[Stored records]
====

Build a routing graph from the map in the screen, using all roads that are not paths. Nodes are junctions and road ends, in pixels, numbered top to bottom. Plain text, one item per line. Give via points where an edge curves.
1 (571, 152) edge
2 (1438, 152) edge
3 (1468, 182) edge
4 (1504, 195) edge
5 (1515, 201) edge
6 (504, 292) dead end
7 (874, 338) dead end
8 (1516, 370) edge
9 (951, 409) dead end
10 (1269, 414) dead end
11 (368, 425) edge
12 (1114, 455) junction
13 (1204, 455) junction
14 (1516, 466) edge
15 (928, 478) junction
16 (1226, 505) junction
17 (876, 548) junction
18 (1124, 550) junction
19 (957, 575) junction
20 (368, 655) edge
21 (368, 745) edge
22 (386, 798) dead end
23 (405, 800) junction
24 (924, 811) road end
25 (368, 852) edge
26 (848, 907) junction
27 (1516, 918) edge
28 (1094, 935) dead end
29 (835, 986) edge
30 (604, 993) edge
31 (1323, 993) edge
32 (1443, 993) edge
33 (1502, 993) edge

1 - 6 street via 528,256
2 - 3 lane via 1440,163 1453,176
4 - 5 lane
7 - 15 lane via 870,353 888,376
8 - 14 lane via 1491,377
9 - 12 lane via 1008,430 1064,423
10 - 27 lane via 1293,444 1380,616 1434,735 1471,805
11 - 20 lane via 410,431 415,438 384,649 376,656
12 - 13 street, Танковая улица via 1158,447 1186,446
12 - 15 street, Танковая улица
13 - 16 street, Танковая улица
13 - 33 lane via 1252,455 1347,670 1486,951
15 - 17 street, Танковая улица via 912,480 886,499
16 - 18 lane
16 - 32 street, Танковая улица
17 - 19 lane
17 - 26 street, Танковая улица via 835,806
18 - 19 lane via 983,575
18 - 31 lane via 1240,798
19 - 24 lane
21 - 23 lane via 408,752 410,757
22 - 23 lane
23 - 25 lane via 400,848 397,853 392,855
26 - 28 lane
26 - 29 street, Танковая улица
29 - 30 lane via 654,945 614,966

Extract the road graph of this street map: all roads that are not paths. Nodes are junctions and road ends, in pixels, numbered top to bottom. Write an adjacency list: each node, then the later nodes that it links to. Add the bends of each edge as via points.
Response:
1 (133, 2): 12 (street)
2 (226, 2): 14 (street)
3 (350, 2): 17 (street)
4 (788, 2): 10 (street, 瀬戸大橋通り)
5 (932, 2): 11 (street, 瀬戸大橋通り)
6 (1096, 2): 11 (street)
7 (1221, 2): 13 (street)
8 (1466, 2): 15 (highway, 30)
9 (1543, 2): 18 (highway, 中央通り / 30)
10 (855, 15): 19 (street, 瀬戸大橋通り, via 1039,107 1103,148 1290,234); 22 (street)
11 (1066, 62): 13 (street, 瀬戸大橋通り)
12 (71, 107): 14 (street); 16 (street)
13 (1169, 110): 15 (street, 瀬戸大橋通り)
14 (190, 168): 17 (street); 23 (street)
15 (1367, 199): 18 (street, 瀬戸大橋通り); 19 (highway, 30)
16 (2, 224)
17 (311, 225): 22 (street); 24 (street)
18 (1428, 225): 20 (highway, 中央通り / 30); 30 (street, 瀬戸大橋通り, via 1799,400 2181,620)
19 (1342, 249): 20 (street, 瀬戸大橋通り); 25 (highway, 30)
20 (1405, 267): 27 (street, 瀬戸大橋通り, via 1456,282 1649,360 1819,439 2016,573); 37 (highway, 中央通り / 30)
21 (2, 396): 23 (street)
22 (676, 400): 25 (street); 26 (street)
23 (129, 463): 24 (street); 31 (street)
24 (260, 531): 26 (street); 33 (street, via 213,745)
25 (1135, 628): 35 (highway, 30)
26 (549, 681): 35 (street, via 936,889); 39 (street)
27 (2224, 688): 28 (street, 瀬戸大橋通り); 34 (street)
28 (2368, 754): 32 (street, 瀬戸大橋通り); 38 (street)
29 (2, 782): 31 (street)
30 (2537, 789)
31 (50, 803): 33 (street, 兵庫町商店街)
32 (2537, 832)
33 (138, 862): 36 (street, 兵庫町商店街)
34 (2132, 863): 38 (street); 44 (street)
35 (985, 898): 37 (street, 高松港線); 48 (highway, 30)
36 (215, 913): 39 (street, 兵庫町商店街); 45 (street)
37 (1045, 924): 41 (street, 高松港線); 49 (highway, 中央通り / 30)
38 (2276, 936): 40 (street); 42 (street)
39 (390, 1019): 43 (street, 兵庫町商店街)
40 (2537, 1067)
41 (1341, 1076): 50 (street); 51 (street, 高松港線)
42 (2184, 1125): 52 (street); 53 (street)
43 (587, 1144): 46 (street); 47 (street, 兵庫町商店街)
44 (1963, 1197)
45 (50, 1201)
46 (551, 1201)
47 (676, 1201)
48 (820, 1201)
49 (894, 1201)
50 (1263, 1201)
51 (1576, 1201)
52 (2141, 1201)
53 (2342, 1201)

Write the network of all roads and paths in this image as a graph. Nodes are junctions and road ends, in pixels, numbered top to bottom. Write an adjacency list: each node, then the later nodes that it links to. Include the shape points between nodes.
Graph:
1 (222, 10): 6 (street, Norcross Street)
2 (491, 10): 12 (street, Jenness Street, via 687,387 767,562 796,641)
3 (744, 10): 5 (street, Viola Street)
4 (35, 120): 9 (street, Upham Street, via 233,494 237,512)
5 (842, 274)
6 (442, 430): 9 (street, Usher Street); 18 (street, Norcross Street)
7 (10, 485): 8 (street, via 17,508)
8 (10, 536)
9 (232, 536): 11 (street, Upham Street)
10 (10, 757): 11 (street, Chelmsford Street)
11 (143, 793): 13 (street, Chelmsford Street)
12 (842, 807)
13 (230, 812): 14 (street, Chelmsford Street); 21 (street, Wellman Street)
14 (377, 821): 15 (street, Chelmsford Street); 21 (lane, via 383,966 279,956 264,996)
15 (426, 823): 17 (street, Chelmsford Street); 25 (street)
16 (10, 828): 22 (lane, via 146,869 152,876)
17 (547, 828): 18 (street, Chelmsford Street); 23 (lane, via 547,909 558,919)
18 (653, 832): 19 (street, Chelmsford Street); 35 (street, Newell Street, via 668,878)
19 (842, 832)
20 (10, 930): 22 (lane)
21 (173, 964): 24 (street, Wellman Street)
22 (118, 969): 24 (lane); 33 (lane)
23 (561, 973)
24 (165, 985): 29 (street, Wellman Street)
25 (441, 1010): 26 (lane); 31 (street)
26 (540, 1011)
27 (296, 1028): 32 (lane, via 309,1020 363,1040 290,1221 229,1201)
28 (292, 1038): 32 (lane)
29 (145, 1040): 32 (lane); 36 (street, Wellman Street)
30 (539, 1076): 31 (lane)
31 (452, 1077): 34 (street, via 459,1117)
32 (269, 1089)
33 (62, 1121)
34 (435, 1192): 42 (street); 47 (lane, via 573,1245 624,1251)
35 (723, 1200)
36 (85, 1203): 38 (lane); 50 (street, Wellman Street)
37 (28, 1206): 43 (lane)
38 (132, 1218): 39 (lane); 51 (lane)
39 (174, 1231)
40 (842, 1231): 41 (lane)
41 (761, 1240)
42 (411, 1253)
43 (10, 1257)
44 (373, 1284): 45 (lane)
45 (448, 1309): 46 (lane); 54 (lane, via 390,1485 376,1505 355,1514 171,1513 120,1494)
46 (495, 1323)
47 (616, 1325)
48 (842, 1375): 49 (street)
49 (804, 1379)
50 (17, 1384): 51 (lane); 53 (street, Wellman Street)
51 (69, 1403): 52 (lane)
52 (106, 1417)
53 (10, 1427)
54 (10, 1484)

====

▸ **EXERCISE**
From the records above, copy each line in which the string "Wellman" occurs.

▸ **EXERCISE OUTPUT**
13 (230, 812): 14 (street, Chelmsford Street); 21 (street, Wellman Street)
21 (173, 964): 24 (street, Wellman Street)
24 (165, 985): 29 (street, Wellman Street)
29 (145, 1040): 32 (lane); 36 (street, Wellman Street)
36 (85, 1203): 38 (lane); 50 (street, Wellman Street)
50 (17, 1384): 51 (lane); 53 (street, Wellman Street)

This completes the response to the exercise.